Maria Luiza Periera Ortiz (at easel) is benefiting from early exposure to the field of nephrology

Enter the Pre-Renal Initiative

The Pre-Renal Initiative was founded in 2019 to develop an interest in nephrology by planting a seed at the undergraduate level, especially among the very minority and underrepresented populations most affected by CKD. Through this outreach and recruitment effort, Stanford is creating the potential for a clearer path to this subspecialty for those who may not have considered it previously.

Students are recruited through the initiative’s website and social media accounts, as well as with campus outreach at local universities and student groups using targeted emails and virtual talks.

The initiative includes the subspecialties of urology and benign hematology — related areas of study that also need to draw attention as potential career choices.

Bhalla says that in the past 10 years, an explosion of new therapies has emerged for CKD. Multiple new drugs for treating the disease are now available, and amazing insights are revealing how those drugs can manage or even cure CKD. These developments, combined with the current nationwide epidemics of diabetes and obesity, have triggered a need for more nephrologists who can treat the 37 million Americans who have CKD, many of whom are ethnic minorities. 
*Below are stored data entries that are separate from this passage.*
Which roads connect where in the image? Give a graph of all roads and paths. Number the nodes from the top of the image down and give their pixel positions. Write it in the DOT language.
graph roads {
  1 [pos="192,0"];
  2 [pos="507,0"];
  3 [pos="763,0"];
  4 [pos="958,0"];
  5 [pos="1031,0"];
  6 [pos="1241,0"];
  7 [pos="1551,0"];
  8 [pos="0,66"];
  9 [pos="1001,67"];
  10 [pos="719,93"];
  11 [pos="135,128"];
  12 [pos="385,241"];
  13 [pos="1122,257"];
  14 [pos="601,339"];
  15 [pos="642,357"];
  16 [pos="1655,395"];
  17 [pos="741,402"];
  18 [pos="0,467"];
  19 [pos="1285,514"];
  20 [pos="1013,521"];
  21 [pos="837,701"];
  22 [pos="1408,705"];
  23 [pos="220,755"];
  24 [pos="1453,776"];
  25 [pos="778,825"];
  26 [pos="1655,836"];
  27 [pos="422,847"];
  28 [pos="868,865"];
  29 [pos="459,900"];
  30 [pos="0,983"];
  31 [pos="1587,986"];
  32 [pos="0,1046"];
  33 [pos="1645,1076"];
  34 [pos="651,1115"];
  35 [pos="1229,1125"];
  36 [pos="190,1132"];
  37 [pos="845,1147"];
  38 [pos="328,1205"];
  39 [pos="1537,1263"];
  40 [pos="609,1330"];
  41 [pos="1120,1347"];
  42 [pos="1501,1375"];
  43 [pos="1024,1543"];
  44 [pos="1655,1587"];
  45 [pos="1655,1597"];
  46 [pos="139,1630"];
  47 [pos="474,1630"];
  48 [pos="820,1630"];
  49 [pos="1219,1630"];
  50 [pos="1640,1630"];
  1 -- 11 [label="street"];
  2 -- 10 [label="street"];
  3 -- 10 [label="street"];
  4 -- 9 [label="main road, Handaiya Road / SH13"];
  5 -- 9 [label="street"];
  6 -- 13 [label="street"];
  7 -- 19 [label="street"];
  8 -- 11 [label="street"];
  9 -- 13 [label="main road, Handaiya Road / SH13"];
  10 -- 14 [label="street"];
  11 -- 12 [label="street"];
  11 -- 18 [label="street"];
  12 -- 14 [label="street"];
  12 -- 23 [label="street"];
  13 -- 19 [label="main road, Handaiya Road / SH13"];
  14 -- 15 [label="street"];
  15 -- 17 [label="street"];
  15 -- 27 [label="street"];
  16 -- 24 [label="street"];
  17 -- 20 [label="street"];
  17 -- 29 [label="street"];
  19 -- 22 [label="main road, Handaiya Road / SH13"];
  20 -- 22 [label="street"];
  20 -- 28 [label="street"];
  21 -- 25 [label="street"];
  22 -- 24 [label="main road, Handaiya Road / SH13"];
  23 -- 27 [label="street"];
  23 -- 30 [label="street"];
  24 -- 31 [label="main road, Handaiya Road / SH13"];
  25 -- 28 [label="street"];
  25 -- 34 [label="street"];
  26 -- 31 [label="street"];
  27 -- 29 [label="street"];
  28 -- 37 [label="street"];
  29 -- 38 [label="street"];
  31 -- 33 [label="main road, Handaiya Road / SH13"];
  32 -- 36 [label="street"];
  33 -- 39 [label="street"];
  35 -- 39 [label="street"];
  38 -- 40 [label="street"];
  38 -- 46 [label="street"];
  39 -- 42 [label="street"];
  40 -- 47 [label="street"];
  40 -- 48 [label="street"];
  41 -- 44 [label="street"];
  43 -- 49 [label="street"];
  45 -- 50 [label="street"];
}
The 10-week program has three components: a research project, a lecture series, and professional development. Each summer includes twice-weekly lectures with nephrology, urology, and hematology faculty members, covering topics in clinical care and research. Additional activities include professional development seminars, social events, and a poster symposium at Stanford and at the National Institutes of Health (NIH), which provides funding for the program.
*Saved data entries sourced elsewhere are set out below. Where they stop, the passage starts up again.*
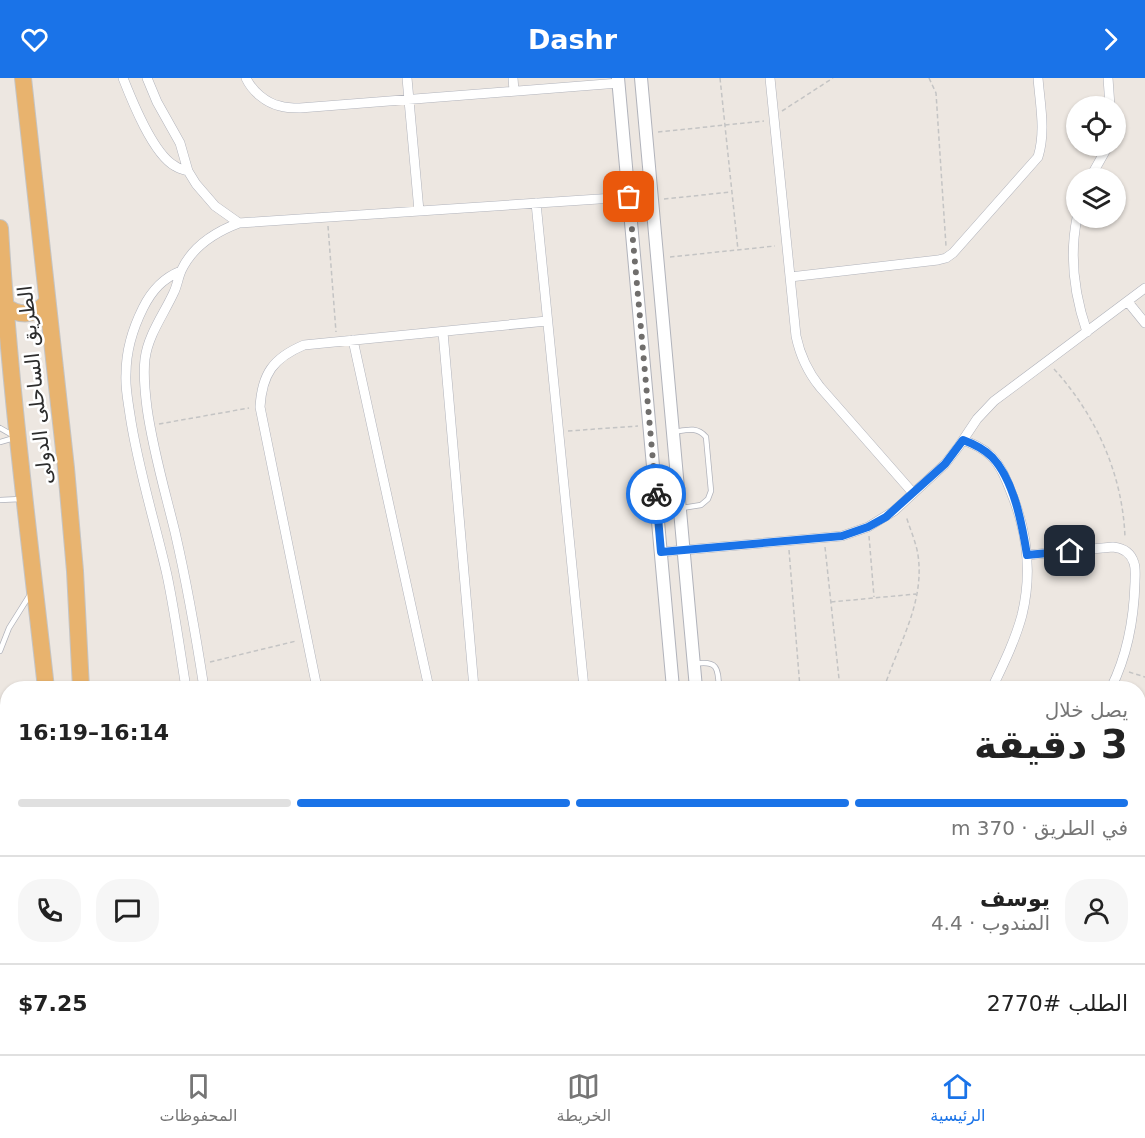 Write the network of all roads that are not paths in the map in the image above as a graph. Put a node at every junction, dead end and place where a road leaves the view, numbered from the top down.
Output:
1 (23, 78) edge
2 (123, 78) edge
3 (147, 78) edge
4 (246, 78) edge
5 (407, 78) edge
6 (513, 78) edge
7 (640, 78) edge
8 (771, 78) edge
9 (1038, 78) edge
10 (1108, 78) edge
11 (619, 80) edge
12 (514, 91) junction
13 (1109, 96) edge
14 (409, 99) junction
15 (188, 171) junction
16 (629, 197) junction
17 (536, 203) junction
18 (419, 211) junction
19 (239, 223) junction
20 (0, 228) edge
21 (1075, 228) edge
22 (182, 271) junction
23 (790, 277) junction
24 (1145, 288) edge
25 (47, 302) junction
26 (1128, 302) junction
27 (5, 306) junction
28 (547, 321) junction
29 (1145, 323) edge
30 (50, 327) junction
31 (7, 330) junction
32 (443, 332) junction
33 (1087, 332) junction
34 (353, 340) junction
35 (0, 428) edge
36 (673, 432) junction
37 (16, 437) junction
38 (963, 440) junction
39 (0, 442) edge
40 (913, 493) junction
41 (24, 499) junction
42 (0, 500) edge
43 (680, 508) junction
44 (684, 550) junction
45 (661, 552) junction
46 (1027, 555) junction
47 (34, 588) junction
48 (0, 651) edge
49 (694, 664) junction
50 (45, 681) edge
51 (81, 681) edge
52 (185, 681) edge
53 (203, 681) edge
54 (316, 681) edge
55 (427, 681) edge
56 (473, 681) edge
57 (583, 681) edge
58 (673, 681) edge
59 (695, 681) edge
60 (719, 681) edge
61 (995, 681) edge
62 (1115, 681) edge

1 - 25 highway, الطريق الساحلى الدولى
2 - 15 street
3 - 15 street
4 - 14 street
5 - 14 street
6 - 12 street
7 - 36 street
8 - 23 street
9 - 23 street
10 - 13 street
11 - 12 street
11 - 16 street
12 - 14 street
14 - 18 street
15 - 19 street
16 - 17 street
16 - 45 street
17 - 18 street
17 - 28 street
18 - 19 street
19 - 22 street
20 - 27 highway, الطريق الساحلى الدولى
21 - 33 street
22 - 52 street
22 - 53 street
23 - 40 street
24 - 26 street
25 - 27 highway
25 - 30 highway, الطريق الساحلى الدولى
26 - 29 street
26 - 33 street
27 - 31 highway, الطريق الساحلى الدولى
28 - 32 street
28 - 57 street
30 - 31 highway
30 - 51 highway, الطريق الساحلى الدولى
31 - 37 highway, الطريق الساحلى الدولى
32 - 34 street
32 - 56 street
33 - 38 street
34 - 54 street
34 - 55 street
35 - 37 lane
36 - 43 street
36 - 43 lane
37 - 39 lane
37 - 41 highway, الطريق الساحلى الدولى
38 - 40 street
38 - 46 street
40 - 44 street
41 - 42 lane
41 - 47 highway, الطريق الساحلى الدولى
43 - 44 street
44 - 45 street
44 - 49 street
45 - 58 street
46 - 61 street
46 - 62 street
47 - 48 lane
47 - 50 highway, الطريق الساحلى الدولى
49 - 59 street
49 - 60 lane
Glenn M. Chertow, MD, is proud of the initiative’s success in “fostering the interests of women and other underrepresented groups into medicine, nephrology, and urology.” Dr. Chertow is a former division chief of nephrology and is currently associate chair of fellowship programs in the Department of Medicine.

I cannot thank you enough for this wonderful program! I feel so happy knowing there is a sphere of medicine that fascinates me as much as urology/nephrology does and that there is so much room for me to join and continue improving renal care!
— Pre-Renal Initiative participant

Brevyn Belfield makes a point during a presentation.

Emerging From the Pandemic

The year 2023 was only the second time the Pre-Renal Initiative took place fully in person, with a group of 11 undergraduate students from California, New York, South Carolina, and Texas. They were paired individually with a faculty member and in groups of three with a fellow or resident.

“The faculty lectures are multidisciplinary and are a highlight of the Pre-Renal Initiative,” notes Winnie Ellerman, administrative manager for the division of nephrology. She adds that “the most thrilling part of the program has been seeing the students present their research at the end of the summer. They’d been able to establish a hypothesis and see it come to life in the lab.”

Stand By for Results

As for creating a pool of future nephrologists, the success of the program won’t be measurable for at least another 10 years. And, says Bhalla, “even if they don’t go to medical school or specialize in nephrology, they will have benefited from the experience.”

Ellerman adds, “I know the bonds that have formed here will follow these students into their future lives. That is very powerful.”